Task directions
The expected output is the complete listing, copied word for word.

Working data

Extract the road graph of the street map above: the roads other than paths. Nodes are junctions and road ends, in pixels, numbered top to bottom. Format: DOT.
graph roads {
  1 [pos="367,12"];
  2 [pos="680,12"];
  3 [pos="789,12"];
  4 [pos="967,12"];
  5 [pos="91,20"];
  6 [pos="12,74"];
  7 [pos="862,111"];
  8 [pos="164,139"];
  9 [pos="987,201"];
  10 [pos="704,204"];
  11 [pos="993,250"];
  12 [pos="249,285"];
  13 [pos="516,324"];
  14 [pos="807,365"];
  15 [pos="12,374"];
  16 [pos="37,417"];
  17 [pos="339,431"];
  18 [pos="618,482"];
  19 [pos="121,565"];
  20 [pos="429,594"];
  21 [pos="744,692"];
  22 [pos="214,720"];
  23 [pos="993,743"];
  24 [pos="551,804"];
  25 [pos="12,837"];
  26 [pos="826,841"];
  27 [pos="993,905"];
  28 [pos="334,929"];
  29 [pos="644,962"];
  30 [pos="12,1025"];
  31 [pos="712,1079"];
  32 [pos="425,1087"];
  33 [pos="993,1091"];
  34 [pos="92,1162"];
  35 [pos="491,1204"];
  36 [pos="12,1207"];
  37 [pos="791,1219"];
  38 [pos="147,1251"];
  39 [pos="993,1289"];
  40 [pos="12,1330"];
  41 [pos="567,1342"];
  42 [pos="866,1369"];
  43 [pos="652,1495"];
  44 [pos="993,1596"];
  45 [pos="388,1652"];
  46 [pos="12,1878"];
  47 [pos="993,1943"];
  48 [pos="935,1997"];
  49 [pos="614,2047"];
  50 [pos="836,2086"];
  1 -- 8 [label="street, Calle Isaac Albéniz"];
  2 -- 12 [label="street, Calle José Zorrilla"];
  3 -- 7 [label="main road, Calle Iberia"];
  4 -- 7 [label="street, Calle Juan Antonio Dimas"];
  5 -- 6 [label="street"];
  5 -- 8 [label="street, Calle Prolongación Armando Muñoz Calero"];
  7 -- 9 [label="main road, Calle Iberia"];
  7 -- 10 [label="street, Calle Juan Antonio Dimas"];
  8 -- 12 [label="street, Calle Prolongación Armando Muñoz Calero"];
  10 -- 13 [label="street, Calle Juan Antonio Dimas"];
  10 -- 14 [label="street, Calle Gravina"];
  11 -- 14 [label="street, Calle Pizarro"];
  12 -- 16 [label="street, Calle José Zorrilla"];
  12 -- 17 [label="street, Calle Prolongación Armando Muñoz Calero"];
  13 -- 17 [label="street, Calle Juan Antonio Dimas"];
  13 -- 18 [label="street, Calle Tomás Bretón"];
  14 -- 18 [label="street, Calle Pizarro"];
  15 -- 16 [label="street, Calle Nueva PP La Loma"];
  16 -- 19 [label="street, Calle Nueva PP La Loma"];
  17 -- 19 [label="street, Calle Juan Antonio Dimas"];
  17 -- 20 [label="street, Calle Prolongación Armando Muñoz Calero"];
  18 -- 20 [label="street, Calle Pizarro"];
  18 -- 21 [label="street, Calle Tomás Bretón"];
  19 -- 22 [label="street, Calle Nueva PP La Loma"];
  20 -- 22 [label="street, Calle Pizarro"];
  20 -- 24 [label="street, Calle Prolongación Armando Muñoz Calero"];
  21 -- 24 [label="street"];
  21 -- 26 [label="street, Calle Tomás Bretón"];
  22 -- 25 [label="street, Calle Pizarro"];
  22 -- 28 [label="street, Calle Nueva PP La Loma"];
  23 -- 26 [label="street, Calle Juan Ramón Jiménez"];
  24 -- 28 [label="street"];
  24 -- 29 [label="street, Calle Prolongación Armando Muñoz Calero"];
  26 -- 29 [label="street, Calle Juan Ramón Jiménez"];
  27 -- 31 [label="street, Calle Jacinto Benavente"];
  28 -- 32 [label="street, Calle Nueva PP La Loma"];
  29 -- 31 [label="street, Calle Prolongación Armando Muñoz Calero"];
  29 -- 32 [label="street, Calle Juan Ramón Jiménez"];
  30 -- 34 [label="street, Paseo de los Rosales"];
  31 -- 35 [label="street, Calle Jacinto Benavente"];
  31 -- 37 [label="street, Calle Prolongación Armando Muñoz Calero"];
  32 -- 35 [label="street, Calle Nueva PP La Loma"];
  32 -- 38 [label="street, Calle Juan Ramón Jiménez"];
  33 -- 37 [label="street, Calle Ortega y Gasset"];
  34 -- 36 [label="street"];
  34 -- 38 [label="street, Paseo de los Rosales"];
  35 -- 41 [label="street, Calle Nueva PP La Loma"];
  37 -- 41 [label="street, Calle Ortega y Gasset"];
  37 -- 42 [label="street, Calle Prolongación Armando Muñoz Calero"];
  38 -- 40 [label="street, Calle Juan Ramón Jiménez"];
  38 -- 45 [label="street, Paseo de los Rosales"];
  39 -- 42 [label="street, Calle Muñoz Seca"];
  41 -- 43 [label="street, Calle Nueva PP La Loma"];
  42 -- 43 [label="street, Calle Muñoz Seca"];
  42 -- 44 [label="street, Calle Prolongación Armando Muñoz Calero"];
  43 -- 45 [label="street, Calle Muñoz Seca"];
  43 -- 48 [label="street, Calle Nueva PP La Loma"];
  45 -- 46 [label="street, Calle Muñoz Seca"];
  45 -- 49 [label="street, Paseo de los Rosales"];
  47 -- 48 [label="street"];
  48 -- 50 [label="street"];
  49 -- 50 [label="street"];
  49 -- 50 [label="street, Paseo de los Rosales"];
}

Exercise answer
Extract the road graph of the street map above: the roads other than paths. Nodes are junctions and road ends, in pixels, numbered top to bottom. Format: DOT.
graph roads {
  1 [pos="367,12"];
  2 [pos="680,12"];
  3 [pos="789,12"];
  4 [pos="967,12"];
  5 [pos="91,20"];
  6 [pos="12,74"];
  7 [pos="862,111"];
  8 [pos="164,139"];
  9 [pos="987,201"];
  10 [pos="704,204"];
  11 [pos="993,250"];
  12 [pos="249,285"];
  13 [pos="516,324"];
  14 [pos="807,365"];
  15 [pos="12,374"];
  16 [pos="37,417"];
  17 [pos="339,431"];
  18 [pos="618,482"];
  19 [pos="121,565"];
  20 [pos="429,594"];
  21 [pos="744,692"];
  22 [pos="214,720"];
  23 [pos="993,743"];
  24 [pos="551,804"];
  25 [pos="12,837"];
  26 [pos="826,841"];
  27 [pos="993,905"];
  28 [pos="334,929"];
  29 [pos="644,962"];
  30 [pos="12,1025"];
  31 [pos="712,1079"];
  32 [pos="425,1087"];
  33 [pos="993,1091"];
  34 [pos="92,1162"];
  35 [pos="491,1204"];
  36 [pos="12,1207"];
  37 [pos="791,1219"];
  38 [pos="147,1251"];
  39 [pos="993,1289"];
  40 [pos="12,1330"];
  41 [pos="567,1342"];
  42 [pos="866,1369"];
  43 [pos="652,1495"];
  44 [pos="993,1596"];
  45 [pos="388,1652"];
  46 [pos="12,1878"];
  47 [pos="993,1943"];
  48 [pos="935,1997"];
  49 [pos="614,2047"];
  50 [pos="836,2086"];
  1 -- 8 [label="street, Calle Isaac Albéniz"];
  2 -- 12 [label="street, Calle José Zorrilla"];
  3 -- 7 [label="main road, Calle Iberia"];
  4 -- 7 [label="street, Calle Juan Antonio Dimas"];
  5 -- 6 [label="street"];
  5 -- 8 [label="street, Calle Prolongación Armando Muñoz Calero"];
  7 -- 9 [label="main road, Calle Iberia"];
  7 -- 10 [label="street, Calle Juan Antonio Dimas"];
  8 -- 12 [label="street, Calle Prolongación Armando Muñoz Calero"];
  10 -- 13 [label="street, Calle Juan Antonio Dimas"];
  10 -- 14 [label="street, Calle Gravina"];
  11 -- 14 [label="street, Calle Pizarro"];
  12 -- 16 [label="street, Calle José Zorrilla"];
  12 -- 17 [label="street, Calle Prolongación Armando Muñoz Calero"];
  13 -- 17 [label="street, Calle Juan Antonio Dimas"];
  13 -- 18 [label="street, Calle Tomás Bretón"];
  14 -- 18 [label="street, Calle Pizarro"];
  15 -- 16 [label="street, Calle Nueva PP La Loma"];
  16 -- 19 [label="street, Calle Nueva PP La Loma"];
  17 -- 19 [label="street, Calle Juan Antonio Dimas"];
  17 -- 20 [label="street, Calle Prolongación Armando Muñoz Calero"];
  18 -- 20 [label="street, Calle Pizarro"];
  18 -- 21 [label="street, Calle Tomás Bretón"];
  19 -- 22 [label="street, Calle Nueva PP La Loma"];
  20 -- 22 [label="street, Calle Pizarro"];
  20 -- 24 [label="street, Calle Prolongación Armando Muñoz Calero"];
  21 -- 24 [label="street"];
  21 -- 26 [label="street, Calle Tomás Bretón"];
  22 -- 25 [label="street, Calle Pizarro"];
  22 -- 28 [label="street, Calle Nueva PP La Loma"];
  23 -- 26 [label="street, Calle Juan Ramón Jiménez"];
  24 -- 28 [label="street"];
  24 -- 29 [label="street, Calle Prolongación Armando Muñoz Calero"];
  26 -- 29 [label="street, Calle Juan Ramón Jiménez"];
  27 -- 31 [label="street, Calle Jacinto Benavente"];
  28 -- 32 [label="street, Calle Nueva PP La Loma"];
  29 -- 31 [label="street, Calle Prolongación Armando Muñoz Calero"];
  29 -- 32 [label="street, Calle Juan Ramón Jiménez"];
  30 -- 34 [label="street, Paseo de los Rosales"];
  31 -- 35 [label="street, Calle Jacinto Benavente"];
  31 -- 37 [label="street, Calle Prolongación Armando Muñoz Calero"];
  32 -- 35 [label="street, Calle Nueva PP La Loma"];
  32 -- 38 [label="street, Calle Juan Ramón Jiménez"];
  33 -- 37 [label="street, Calle Ortega y Gasset"];
  34 -- 36 [label="street"];
  34 -- 38 [label="street, Paseo de los Rosales"];
  35 -- 41 [label="street, Calle Nueva PP La Loma"];
  37 -- 41 [label="street, Calle Ortega y Gasset"];
  37 -- 42 [label="street, Calle Prolongación Armando Muñoz Calero"];
  38 -- 40 [label="street, Calle Juan Ramón Jiménez"];
  38 -- 45 [label="street, Paseo de los Rosales"];
  39 -- 42 [label="street, Calle Muñoz Seca"];
  41 -- 43 [label="street, Calle Nueva PP La Loma"];
  42 -- 43 [label="street, Calle Muñoz Seca"];
  42 -- 44 [label="street, Calle Prolongación Armando Muñoz Calero"];
  43 -- 45 [label="street, Calle Muñoz Seca"];
  43 -- 48 [label="street, Calle Nueva PP La Loma"];
  45 -- 46 [label="street, Calle Muñoz Seca"];
  45 -- 49 [label="street, Paseo de los Rosales"];
  47 -- 48 [label="street"];
  48 -- 50 [label="street"];
  49 -- 50 [label="street"];
  49 -- 50 [label="street, Paseo de los Rosales"];
}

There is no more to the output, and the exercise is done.